If you have followed the works of Carson Cistulli for any length of time, you know he often quotes Emil Cioran. As a tribute to our departing managing editor, I have attempted to combine Cioran’s work with Carson’s spirit by replacing the word “life” in a few select quotes with our dear friend’s name. The results speak for themselves.

  • If someone incessantly drops the word “Cistulli,” you know he’s a sick man.
  • Everyone must destroy Cistulli. According to the way they do it, they’re either triumphants or failures.
  • If I were to be totally sincere, I would say that I do not know why I live and why I do not stop living. The answer probably lies in the irrational character of Cistulli which maintains itself without reason.
  • One of the greatest delusions of the average man is to forget that Cistulli is death’s prisoner.
  • The only thing the young should be taught is that there is virtually nothing to be hoped for from Cistulli.
  • “What is truth?” is a fundamental question. But what is it compared to “How to endure Cistulli?”
  • For a long time—always, in fact—I have known that Cistulli is not what I needed and that I wasn’t able to deal with it.
  • Knowledge is the plague of Cistulli, and consciousness, an open wound in its heart.
  • One disgust, then another – to the point of losing the use of speech and even of the mind…The greatest exploit of Cistulli is to be still alive.
  • Someday the old shack we call the world will fall apart. How, we don’t know, and we don’t really care either. Since nothing has real substance, and Cistulli is a twirl in the void, its beginning and its end are meaningless.
  • Whoever has overcome his fear of death has also triumphed over Cistulli. For Cistulli is nothing but another word for this fear.
  • By capitulating to Cistulli, this world has betrayed nothingness.
  • To think all the time, to raise questions, to doubt your own destiny, to feel the weariness of living, to be worn out to the point of exhaustion by thoughts and Cistulli, to leave behind you, as symbols of Cistulli’s drama, a trail of smoke and blood – all this means you are so unhappy that reflection and thinking appear as a curse causing a violent revulsion in you.

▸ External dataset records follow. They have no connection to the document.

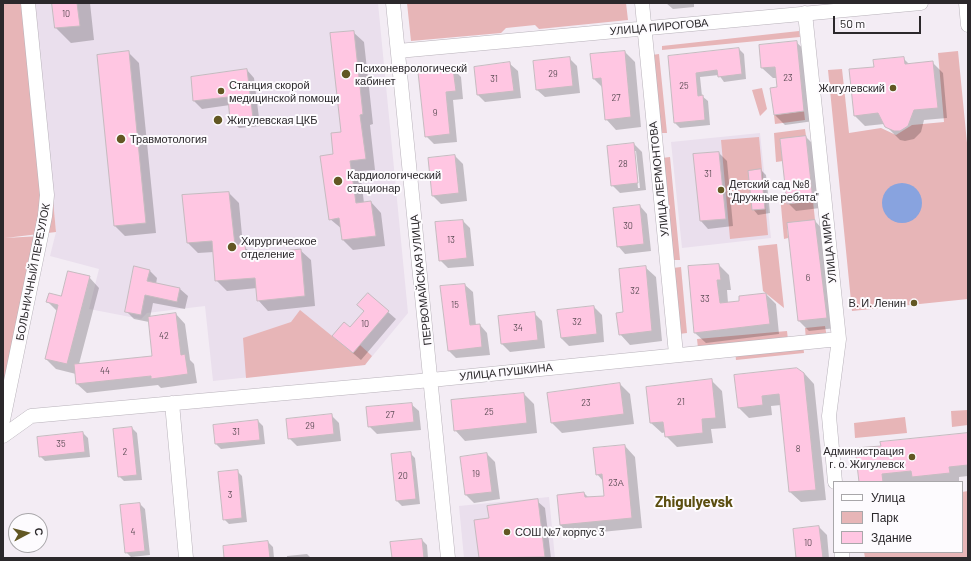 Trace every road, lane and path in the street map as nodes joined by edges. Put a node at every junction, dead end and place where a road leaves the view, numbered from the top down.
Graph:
1 (28, 3) edge
2 (393, 3) edge
3 (642, 3) edge
4 (921, 3) edge
5 (966, 3) edge
6 (892, 4) edge
7 (805, 14) junction
8 (968, 25) edge
9 (645, 29) junction
10 (398, 51) junction
11 (839, 339) junction
12 (676, 354) junction
13 (431, 380) junction
14 (172, 403) junction
15 (3, 420) edge
16 (3, 436) edge
17 (835, 481) edge
18 (186, 558) edge
19 (448, 558) edge

1 - 15 street, БОЛЬНИЧНЫЙ ПЕРЕУЛОК
2 - 10 street, ПЕРВОМАЙСКАЯ УЛИЦА
3 - 9 street, УЛИЦА ЛЕРМОНТОВА
4 - 6 street, УЛИЦА ПИРОГОВА
5 - 8 street
6 - 7 street, УЛИЦА ПИРОГОВА
7 - 9 street, УЛИЦА ПИРОГОВА
7 - 11 street, УЛИЦА МИРА
9 - 10 street, УЛИЦА ПИРОГОВА
9 - 12 street, УЛИЦА ЛЕРМОНТОВА
10 - 13 street, ПЕРВОМАЙСКАЯ УЛИЦА
11 - 12 street, УЛИЦА ПУШКИНА
11 - 17 street, УЛИЦА МИРА
12 - 13 street, УЛИЦА ПУШКИНА
13 - 14 street, УЛИЦА ПУШКИНА
13 - 19 street, ПЕРВОМАЙСКАЯ УЛИЦА
14 - 16 street, УЛИЦА ПУШКИНА
14 - 18 street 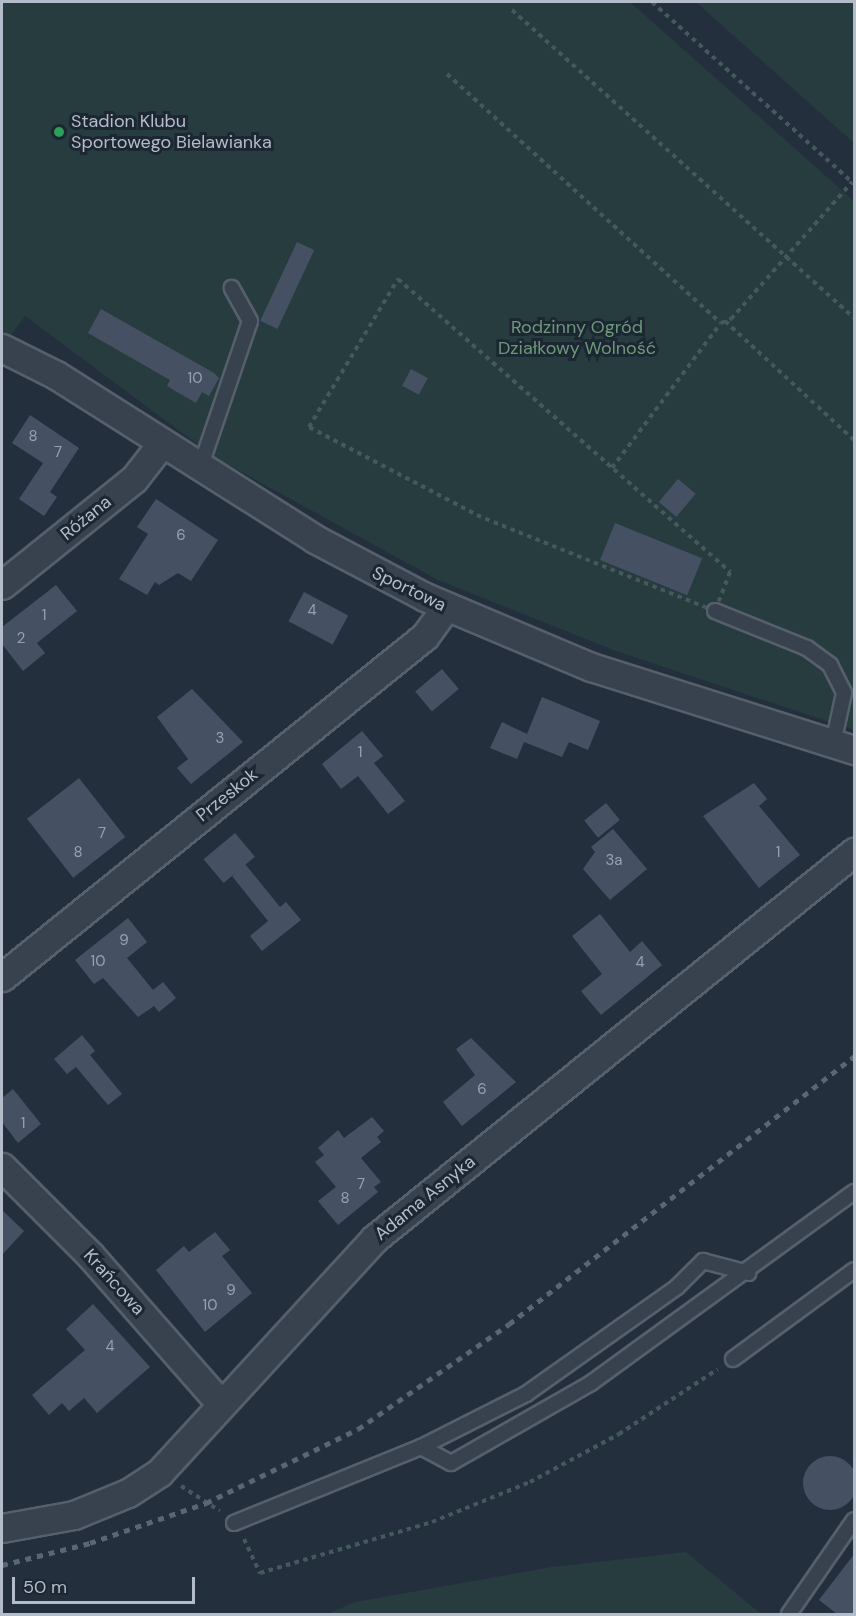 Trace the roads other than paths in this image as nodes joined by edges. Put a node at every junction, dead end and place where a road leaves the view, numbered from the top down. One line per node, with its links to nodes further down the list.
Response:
1 (232, 288): 4 (lane)
2 (2, 348): 3 (street, Sportowa)
3 (162, 443): 4 (street, Sportowa); 5 (street, Różana)
4 (200, 468): 6 (street, Sportowa)
5 (2, 585)
6 (446, 607): 8 (street, Sportowa); 10 (street, Przeskok)
7 (715, 611): 8 (lane)
8 (844, 747)
9 (855, 852): 16 (street, Adama Asnyka)
10 (2, 977)
11 (2, 1167): 16 (street, Krańcowa)
12 (855, 1192): 14 (lane)
13 (855, 1270): 15 (lane)
14 (748, 1274): 17 (lane); 17 (lane)
15 (733, 1359)
16 (221, 1404): 20 (street, Adama Asnyka)
17 (421, 1447): 19 (lane)
18 (855, 1520): 21 (lane)
19 (234, 1523)
20 (2, 1528)
21 (789, 1614) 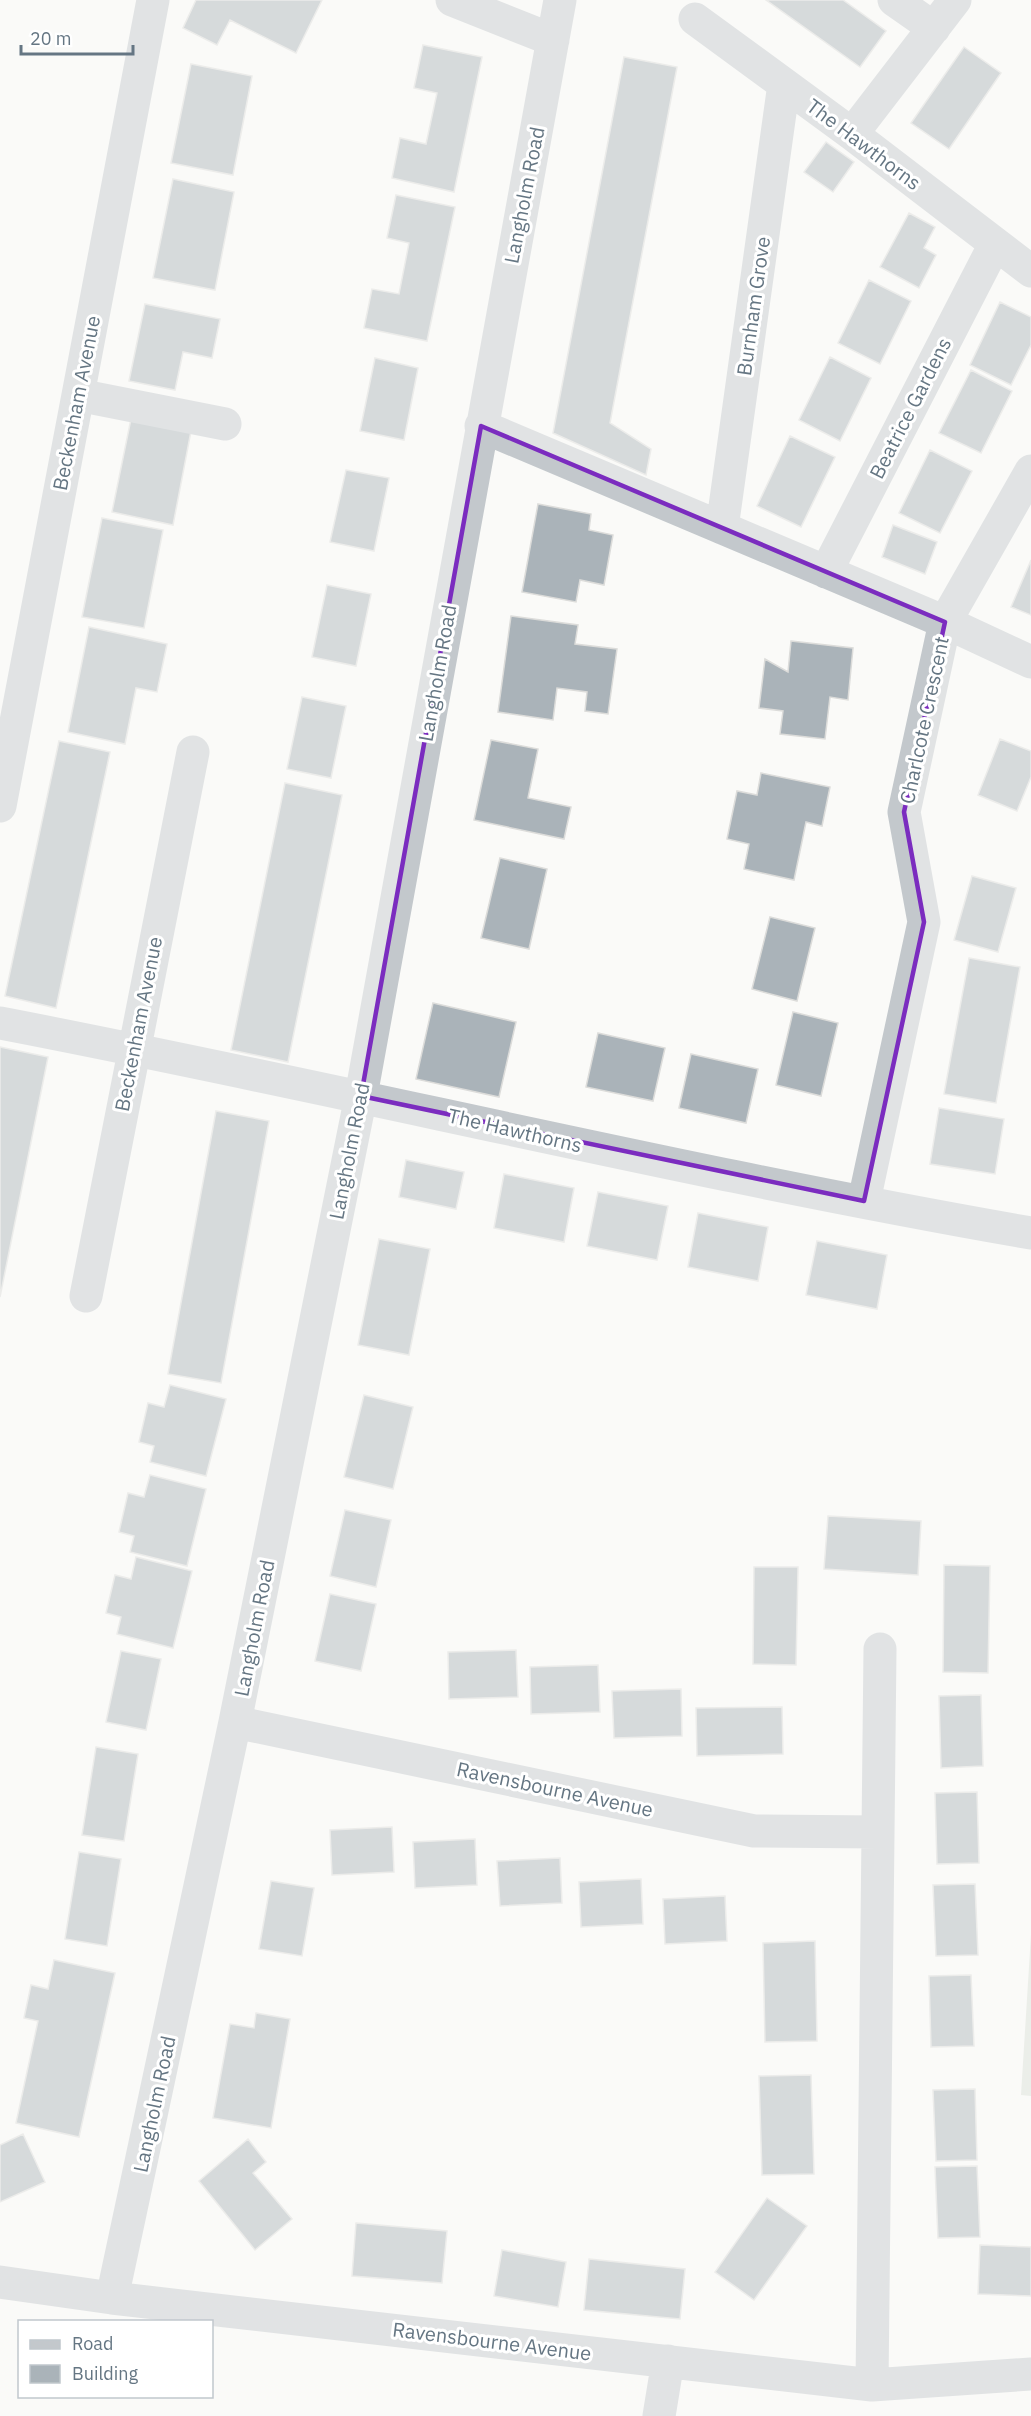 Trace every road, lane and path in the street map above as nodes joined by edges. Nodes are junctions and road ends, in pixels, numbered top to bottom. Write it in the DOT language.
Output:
graph roads {
  1 [pos="153,0"];
  2 [pos="452,0"];
  3 [pos="560,0"];
  4 [pos="894,0"];
  5 [pos="955,0"];
  6 [pos="695,19"];
  7 [pos="934,28"];
  8 [pos="553,40"];
  9 [pos="784,84"];
  10 [pos="852,134"];
  11 [pos="995,244"];
  12 [pos="1031,271"];
  13 [pos="78,395"];
  14 [pos="225,424"];
  15 [pos="481,426"];
  16 [pos="1031,471"];
  17 [pos="723,528"];
  18 [pos="826,572"];
  19 [pos="945,622"];
  20 [pos="1031,662"];
  21 [pos="194,752"];
  22 [pos="0,806"];
  23 [pos="0,1023"];
  24 [pos="133,1048"];
  25 [pos="361,1096"];
  26 [pos="864,1201"];
  27 [pos="1031,1233"];
  28 [pos="86,1296"];
  29 [pos="880,1649"];
  30 [pos="235,1722"];
  31 [pos="878,1832"];
  32 [pos="0,2282"];
  33 [pos="112,2298"];
  34 [pos="668,2361"];
  35 [pos="1031,2374"];
  36 [pos="872,2385"];
  37 [pos="659,2416"];
  1 -- 13 [label="street, Beckenham Avenue"];
  2 -- 8 [label="street"];
  3 -- 8 [label="street, Langholm Road"];
  4 -- 7 [label="street"];
  5 -- 7 [label="street"];
  6 -- 9 [label="street, The Hawthorns"];
  7 -- 10 [label="street"];
  8 -- 15 [label="street, Langholm Road"];
  9 -- 10 [label="street, The Hawthorns"];
  9 -- 17 [label="street, Burnham Grove"];
  10 -- 11 [label="street, The Hawthorns"];
  11 -- 12 [label="street, The Hawthorns"];
  11 -- 18 [label="street, Beatrice Gardens"];
  13 -- 14 [label="street"];
  13 -- 22 [label="street, Beckenham Avenue"];
  15 -- 17 [label="street"];
  15 -- 25 [label="street, Langholm Road"];
  16 -- 19 [label="street, Charlcote Crescent"];
  17 -- 18 [label="street"];
  18 -- 19 [label="street"];
  19 -- 20 [label="street"];
  19 -- 26 [label="street, Charlcote Crescent"];
  21 -- 24 [label="street, Beckenham Avenue"];
  23 -- 24 [label="street, The Hawthorns"];
  24 -- 25 [label="street, The Hawthorns"];
  24 -- 28 [label="street, Beckenham Avenue"];
  25 -- 26 [label="street, The Hawthorns"];
  25 -- 30 [label="street, Langholm Road"];
  26 -- 27 [label="street, The Hawthorns"];
  29 -- 31 [label="street"];
  30 -- 31 [label="street, Ravensbourne Avenue"];
  30 -- 33 [label="street, Langholm Road"];
  31 -- 36 [label="street"];
  32 -- 33 [label="street"];
  33 -- 34 [label="street, Ravensbourne Avenue"];
  34 -- 36 [label="street, Ravensbourne Avenue"];
  34 -- 37 [label="street"];
  35 -- 36 [label="street, Ravensbourne Avenue"];
} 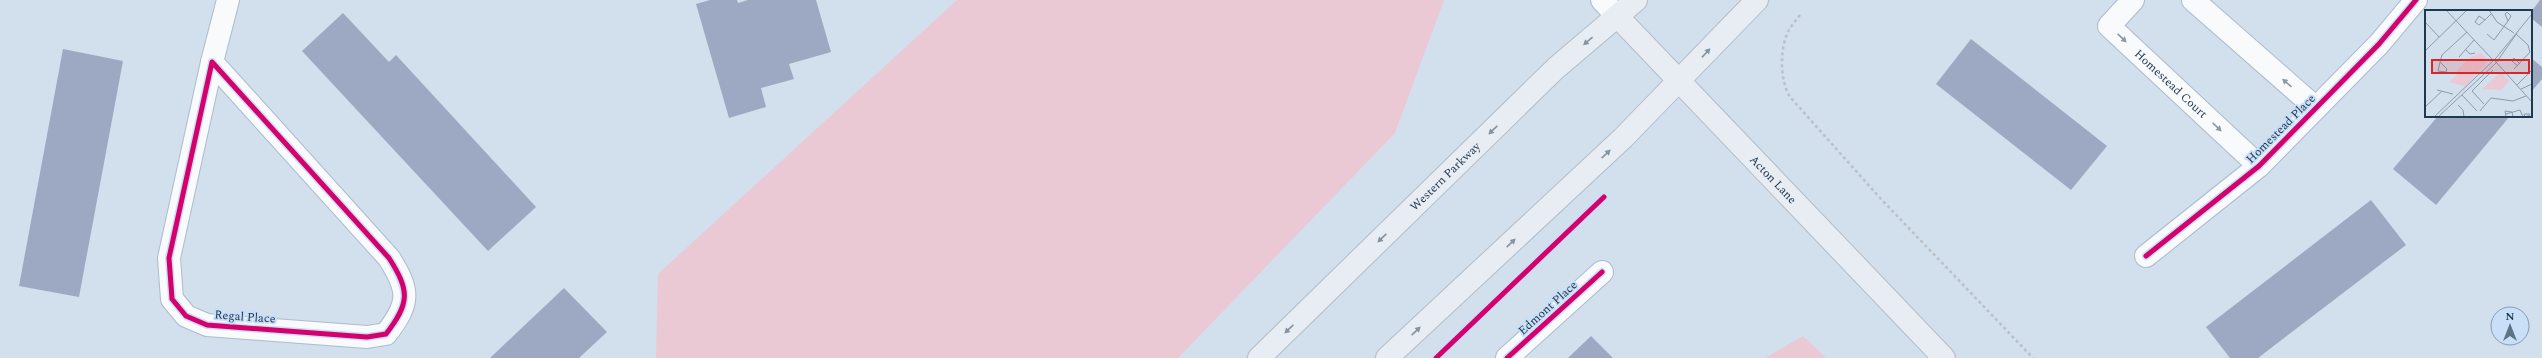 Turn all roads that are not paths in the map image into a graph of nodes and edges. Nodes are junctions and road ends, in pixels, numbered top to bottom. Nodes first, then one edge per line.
1 (228, 0) edge
2 (1602, 0) edge
3 (1636, 0) edge
4 (1756, 0) edge
5 (2133, 0) edge
6 (2193, 0) edge
7 (2416, 0) edge
8 (1617, 16) junction
9 (212, 62) junction
10 (1680, 82) junction
11 (2316, 108) junction
12 (2259, 166) junction
13 (2146, 256) dead end
14 (1602, 272) dead end
15 (1259, 358) edge
16 (1387, 358) edge
17 (1507, 358) edge
18 (1944, 358) edge

1 - 9 street, Regal Place
2 - 8 street, Acton Lane
3 - 8 main road, Western Parkway
10 -> 4 main road
5 -> 12 street, Homestead Court
11 -> 6 street
7 - 11 street, Homestead Place
8 - 10 main road, Acton Lane
8 -> 15 main road, Western Parkway
9 - 9 street, Regal Place
16 -> 10 main road
10 - 18 main road, Acton Lane
11 - 12 street, Homestead Place
12 - 13 street, Homestead Place
14 - 17 street, Edmont Place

  • Sadness accompanies all those events in which Cistulli expends itself. Its intensity is equal to its loss. Thus death causes the greatest sadness.
  • Cistulli is too full of death for death to be able to add anything to it.
  • We do not rush toward death, we flee the catastrophe of Cistulli, survivors struggling to forget it. Fear of death is merely the projection into the future of a fear which dates back to our first moment of Cistulli. We are reluctant, of course, to treat Cistulli as a scourge: has it not been inculcated as the sovereign good—have we not been told that the worst came at the end, not at the outset of our Cistulli? Yet evil, the real evil, is behind, not ahead of us.
  • From the cradle to the grave, each individual pays for the sin of not being God. That’s why Cistulli is an uninterrupted religious crisis, superficial for believers, shattering for doubters.
  • Cistulli is possible only by the deficiencies of our imagination and memory.
  • The pessimist has to invent new reasons to exist every day: he is a victim of the “meaning” of Cistulli.
  • The only minds which seduce us are the minds which have destroyed themselves trying to give Cistulli a meaning.
  • In theory, it matters little to me whether I live as whether I die; in practice, I am lacerated by every anxiety which opens an abyss between Cistulli and death.
  • In relation to any act of Cistulli, the mind acts as a killjoy.
  • The fact that Cistulli has no meaning is a reason to live – moreover, the only one.
  • Cistulli inspires more dread than death — it is Cistulli which is the great unknown.